- Opening Delimiter -

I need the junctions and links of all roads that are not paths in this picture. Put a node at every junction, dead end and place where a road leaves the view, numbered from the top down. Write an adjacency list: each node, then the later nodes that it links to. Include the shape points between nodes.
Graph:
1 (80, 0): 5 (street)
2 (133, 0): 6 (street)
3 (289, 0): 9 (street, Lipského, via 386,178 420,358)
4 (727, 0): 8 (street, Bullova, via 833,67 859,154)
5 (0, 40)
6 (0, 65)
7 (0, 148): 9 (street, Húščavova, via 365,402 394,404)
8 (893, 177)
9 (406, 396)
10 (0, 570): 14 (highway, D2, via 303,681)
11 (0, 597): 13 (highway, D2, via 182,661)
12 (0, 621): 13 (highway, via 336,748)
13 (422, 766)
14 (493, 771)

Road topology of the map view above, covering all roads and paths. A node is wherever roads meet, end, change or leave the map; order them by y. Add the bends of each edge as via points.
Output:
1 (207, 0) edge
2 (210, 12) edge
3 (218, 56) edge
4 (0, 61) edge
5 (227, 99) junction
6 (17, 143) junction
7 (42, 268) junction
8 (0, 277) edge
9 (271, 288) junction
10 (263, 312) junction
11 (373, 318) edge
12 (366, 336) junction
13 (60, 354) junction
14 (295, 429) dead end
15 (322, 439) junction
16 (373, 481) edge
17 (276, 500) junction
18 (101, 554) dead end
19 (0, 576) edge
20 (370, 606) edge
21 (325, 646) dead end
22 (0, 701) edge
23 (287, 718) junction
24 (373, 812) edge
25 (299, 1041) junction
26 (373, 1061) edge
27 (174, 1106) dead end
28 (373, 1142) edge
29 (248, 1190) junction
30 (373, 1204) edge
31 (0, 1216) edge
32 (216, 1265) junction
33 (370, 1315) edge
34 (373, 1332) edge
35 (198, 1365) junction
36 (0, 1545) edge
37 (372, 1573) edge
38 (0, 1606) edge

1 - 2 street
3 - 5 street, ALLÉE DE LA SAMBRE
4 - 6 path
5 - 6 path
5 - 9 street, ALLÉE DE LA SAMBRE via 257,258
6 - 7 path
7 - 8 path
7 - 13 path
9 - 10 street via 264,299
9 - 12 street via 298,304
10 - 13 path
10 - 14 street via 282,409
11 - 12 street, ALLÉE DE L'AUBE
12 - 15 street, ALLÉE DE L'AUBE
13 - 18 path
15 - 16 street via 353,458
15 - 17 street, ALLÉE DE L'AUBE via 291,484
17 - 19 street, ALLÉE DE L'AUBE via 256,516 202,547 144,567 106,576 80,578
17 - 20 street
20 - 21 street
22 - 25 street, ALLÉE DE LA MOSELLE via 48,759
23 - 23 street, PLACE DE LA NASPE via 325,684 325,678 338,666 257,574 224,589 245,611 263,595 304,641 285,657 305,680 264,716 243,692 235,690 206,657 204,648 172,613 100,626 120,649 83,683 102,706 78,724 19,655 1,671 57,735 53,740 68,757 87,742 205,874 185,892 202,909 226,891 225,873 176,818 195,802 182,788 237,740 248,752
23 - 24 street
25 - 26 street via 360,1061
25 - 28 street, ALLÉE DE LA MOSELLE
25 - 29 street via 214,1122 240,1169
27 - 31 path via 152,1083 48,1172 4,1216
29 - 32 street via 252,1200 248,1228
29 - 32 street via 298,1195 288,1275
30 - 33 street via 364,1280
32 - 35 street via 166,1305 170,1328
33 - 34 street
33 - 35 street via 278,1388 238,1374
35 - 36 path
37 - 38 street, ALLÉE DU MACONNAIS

- Closing Delimiter -

TASK OBJECTIVE: How many lines in the entries above hold the word "SAMBRE"? Reply with the number by itself.

ANSWER BOX: 2